Devourer

Chapter 221: The Great Betrayal

Grag whimpered as he raised his crossbow. He wasn’t some great warrior of the Legions of Wrath. He was just a bottom-feeder con man from the greed ring; he was just thrown down here because he pissed off the wrong guy.

He doesn’t know how to fight, he thought he would just be guarding a fortress, the best fortress in this eternal battlefield. Grag thought he would be safe but yet here he was, the very fortress he was in, the same fortress lying the Pride Ring’s banner which has not seen battle for a thouand years, it was under attack.
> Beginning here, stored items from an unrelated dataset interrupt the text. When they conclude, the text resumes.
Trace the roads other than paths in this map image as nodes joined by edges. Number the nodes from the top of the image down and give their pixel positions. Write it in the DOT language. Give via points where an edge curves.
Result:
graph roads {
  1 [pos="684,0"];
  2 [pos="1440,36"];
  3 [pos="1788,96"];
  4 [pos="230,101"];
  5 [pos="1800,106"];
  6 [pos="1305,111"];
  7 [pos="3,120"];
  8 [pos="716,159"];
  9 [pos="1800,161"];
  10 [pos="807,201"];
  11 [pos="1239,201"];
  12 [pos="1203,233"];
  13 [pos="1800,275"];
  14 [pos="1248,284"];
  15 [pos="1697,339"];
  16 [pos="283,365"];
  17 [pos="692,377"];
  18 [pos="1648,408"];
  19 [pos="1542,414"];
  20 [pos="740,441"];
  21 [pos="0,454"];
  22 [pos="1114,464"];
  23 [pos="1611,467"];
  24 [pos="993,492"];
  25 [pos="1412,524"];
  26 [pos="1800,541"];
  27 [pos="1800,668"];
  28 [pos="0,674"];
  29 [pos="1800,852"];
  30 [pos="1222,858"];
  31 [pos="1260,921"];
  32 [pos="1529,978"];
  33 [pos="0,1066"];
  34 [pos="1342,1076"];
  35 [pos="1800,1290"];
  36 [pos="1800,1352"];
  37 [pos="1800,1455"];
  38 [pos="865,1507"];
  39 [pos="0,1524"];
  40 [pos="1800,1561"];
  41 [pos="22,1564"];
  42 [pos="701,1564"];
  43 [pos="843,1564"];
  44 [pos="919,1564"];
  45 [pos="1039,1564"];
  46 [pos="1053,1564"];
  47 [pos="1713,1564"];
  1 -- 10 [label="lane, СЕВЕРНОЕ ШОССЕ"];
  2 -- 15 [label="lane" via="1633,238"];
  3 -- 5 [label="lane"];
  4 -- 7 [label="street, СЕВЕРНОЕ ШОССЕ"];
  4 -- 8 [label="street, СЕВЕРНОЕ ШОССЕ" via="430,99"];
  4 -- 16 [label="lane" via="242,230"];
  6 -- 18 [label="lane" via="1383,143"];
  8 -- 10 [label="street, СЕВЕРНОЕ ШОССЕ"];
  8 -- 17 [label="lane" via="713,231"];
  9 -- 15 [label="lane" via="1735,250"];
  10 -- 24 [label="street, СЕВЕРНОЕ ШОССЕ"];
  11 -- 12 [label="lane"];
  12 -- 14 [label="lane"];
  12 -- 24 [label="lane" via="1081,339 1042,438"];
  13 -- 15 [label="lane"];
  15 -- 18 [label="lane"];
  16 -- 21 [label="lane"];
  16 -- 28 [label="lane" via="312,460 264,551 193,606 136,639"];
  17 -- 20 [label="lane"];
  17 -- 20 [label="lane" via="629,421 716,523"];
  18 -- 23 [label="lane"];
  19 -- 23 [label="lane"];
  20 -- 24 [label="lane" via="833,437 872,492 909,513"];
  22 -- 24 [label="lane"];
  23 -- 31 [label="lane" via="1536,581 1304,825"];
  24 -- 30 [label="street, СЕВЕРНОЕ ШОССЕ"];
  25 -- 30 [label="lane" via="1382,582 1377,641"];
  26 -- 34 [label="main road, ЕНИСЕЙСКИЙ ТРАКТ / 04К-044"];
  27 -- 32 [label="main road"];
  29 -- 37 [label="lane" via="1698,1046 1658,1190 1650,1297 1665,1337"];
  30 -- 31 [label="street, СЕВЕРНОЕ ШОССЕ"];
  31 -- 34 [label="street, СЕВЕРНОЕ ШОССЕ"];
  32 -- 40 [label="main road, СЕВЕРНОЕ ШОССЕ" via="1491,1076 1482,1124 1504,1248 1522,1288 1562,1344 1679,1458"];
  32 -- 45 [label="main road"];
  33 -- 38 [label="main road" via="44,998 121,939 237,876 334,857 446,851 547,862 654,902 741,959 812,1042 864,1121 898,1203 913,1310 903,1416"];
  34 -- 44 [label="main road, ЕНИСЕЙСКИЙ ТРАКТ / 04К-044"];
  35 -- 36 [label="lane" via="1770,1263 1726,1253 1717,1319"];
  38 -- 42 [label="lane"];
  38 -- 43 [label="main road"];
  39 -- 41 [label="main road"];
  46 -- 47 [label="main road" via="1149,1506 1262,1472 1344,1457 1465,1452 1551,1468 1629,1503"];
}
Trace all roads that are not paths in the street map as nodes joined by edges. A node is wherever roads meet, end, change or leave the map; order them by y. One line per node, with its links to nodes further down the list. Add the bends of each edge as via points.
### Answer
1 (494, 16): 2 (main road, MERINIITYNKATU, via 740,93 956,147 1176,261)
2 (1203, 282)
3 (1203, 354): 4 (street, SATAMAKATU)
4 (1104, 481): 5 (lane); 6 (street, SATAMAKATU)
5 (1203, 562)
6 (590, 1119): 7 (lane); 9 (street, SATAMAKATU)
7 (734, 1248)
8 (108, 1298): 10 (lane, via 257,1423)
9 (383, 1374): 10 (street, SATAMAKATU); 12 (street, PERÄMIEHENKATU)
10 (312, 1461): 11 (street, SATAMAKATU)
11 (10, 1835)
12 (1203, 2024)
Not by demons but by some kind of Hive, it was like the old stories, how waves of fangs and claws washed over the world. He shot a bolt into the mass of swarming bodies, there were so many of them that he didn’t even have to aim. There was crackle from the cheap ear piece he was wearing and he head this disjointed message.

All stations… prepare… defences are…

“What did that say?” another poorly trained demon said shakily as he looked at Grag.

“No idea…” Grag stammered in response.

At that exact moment, some kind of projectile hit the other soldier in the head. There was a flash of light, and the soldier’s head was turned into a red mist. Grag gapped as he watched the body crumple to the ground.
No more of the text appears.